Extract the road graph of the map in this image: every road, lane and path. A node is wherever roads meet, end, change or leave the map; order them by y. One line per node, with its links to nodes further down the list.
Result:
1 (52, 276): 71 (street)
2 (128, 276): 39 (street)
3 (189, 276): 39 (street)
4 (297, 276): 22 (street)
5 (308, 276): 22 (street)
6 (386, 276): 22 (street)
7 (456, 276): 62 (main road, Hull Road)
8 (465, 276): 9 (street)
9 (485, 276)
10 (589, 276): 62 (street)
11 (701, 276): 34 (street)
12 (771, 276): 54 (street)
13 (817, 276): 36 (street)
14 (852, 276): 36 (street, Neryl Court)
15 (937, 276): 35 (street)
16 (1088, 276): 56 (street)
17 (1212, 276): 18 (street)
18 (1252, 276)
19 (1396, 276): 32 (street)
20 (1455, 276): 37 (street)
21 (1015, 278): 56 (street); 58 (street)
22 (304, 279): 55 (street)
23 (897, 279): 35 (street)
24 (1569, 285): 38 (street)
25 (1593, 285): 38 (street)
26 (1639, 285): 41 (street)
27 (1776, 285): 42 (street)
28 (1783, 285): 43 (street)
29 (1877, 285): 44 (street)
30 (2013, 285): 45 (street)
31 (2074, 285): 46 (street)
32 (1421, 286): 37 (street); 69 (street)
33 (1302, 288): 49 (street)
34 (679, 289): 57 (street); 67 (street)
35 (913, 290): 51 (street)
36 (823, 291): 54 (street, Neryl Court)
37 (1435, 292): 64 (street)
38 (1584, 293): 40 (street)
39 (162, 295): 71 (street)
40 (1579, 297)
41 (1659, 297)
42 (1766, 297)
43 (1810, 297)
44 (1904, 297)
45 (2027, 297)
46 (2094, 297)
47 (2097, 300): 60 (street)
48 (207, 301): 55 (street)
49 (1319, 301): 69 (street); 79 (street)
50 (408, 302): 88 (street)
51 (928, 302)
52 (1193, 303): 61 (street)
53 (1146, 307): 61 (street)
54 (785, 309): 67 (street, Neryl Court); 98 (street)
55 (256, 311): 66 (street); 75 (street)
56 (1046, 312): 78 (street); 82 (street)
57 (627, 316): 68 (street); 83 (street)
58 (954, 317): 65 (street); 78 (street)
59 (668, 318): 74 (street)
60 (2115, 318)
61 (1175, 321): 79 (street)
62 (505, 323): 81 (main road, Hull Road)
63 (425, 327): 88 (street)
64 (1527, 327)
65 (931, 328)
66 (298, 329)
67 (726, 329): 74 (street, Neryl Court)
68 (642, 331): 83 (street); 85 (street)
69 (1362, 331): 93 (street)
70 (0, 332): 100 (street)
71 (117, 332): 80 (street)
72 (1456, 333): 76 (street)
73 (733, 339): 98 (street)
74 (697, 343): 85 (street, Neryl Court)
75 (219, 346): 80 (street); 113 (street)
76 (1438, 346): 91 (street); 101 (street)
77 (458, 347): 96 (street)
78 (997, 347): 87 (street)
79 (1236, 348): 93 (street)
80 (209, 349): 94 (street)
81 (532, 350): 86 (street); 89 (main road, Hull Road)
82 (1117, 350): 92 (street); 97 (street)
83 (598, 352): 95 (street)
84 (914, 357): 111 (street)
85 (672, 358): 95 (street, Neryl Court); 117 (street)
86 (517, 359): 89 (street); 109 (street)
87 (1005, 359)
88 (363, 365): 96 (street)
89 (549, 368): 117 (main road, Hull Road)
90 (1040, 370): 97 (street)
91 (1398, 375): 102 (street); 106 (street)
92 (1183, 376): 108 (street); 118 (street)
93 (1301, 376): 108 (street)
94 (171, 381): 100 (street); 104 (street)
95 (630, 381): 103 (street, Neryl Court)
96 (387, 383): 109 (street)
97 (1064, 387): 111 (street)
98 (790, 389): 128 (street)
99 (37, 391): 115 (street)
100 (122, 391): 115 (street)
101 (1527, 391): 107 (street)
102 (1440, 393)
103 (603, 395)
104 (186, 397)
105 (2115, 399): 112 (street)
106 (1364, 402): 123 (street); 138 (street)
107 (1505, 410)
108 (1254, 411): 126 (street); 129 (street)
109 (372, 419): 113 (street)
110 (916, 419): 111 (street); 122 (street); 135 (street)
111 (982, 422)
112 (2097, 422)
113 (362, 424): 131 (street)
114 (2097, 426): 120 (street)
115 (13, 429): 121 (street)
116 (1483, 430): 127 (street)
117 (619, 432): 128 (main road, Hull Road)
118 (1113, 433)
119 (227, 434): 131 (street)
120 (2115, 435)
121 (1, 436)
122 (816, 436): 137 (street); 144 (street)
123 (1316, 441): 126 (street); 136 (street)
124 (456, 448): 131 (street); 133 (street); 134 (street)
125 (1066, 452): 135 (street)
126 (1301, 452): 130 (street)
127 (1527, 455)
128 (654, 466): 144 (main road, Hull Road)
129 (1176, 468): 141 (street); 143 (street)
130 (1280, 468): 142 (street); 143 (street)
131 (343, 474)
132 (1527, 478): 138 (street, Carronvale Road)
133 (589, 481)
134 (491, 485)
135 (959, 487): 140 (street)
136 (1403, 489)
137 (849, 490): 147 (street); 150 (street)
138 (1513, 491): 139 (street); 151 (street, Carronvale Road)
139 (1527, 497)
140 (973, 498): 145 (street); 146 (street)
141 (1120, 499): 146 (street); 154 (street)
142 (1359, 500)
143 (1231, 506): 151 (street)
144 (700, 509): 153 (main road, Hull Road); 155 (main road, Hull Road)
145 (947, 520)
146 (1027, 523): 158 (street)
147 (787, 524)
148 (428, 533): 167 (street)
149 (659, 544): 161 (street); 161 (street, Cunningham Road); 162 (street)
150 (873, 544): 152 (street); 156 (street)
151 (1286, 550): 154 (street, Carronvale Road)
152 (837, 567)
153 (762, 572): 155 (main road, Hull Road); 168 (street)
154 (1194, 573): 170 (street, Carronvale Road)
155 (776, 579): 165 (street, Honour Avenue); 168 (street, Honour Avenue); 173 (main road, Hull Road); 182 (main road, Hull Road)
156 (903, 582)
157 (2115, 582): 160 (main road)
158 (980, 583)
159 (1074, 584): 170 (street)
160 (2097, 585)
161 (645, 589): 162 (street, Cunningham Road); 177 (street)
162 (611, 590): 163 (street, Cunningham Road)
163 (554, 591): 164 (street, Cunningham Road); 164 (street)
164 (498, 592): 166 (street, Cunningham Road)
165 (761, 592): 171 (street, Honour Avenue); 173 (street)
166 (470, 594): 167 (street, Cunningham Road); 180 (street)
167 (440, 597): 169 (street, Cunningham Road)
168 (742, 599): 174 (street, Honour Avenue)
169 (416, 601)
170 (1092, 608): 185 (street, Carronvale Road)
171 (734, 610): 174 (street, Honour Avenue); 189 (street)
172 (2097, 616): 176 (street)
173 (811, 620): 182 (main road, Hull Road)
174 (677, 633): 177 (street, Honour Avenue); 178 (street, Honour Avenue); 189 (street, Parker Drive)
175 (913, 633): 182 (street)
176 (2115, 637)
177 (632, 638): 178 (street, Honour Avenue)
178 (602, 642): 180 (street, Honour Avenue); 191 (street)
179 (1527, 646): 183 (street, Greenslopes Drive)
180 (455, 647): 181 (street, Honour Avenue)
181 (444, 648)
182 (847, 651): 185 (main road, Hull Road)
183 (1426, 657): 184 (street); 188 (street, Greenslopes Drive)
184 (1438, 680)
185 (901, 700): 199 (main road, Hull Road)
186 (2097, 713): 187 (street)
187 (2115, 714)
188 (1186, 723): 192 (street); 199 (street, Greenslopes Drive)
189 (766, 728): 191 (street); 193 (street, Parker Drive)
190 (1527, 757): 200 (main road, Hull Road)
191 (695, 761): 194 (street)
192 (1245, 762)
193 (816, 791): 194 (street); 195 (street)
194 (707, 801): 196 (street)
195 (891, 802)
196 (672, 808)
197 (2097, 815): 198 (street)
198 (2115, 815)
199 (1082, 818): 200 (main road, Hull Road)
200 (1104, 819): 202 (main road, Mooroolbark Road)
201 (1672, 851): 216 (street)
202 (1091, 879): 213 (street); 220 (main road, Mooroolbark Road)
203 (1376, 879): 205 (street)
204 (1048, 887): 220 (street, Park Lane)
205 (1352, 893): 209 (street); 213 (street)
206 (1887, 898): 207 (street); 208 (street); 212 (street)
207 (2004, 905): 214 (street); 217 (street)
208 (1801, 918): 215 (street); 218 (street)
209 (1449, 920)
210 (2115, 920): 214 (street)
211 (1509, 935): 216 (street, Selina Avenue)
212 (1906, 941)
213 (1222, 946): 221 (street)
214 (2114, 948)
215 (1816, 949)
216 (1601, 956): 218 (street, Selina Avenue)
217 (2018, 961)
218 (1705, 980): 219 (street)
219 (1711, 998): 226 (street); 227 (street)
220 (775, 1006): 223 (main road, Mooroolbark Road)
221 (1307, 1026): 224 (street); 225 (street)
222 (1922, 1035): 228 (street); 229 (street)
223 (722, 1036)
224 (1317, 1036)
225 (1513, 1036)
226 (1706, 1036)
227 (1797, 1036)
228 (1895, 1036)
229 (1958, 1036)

══════

| Work request |
The answer is a number alone: how many lines of the data contain the string "Honour"?

| Response to the task |
8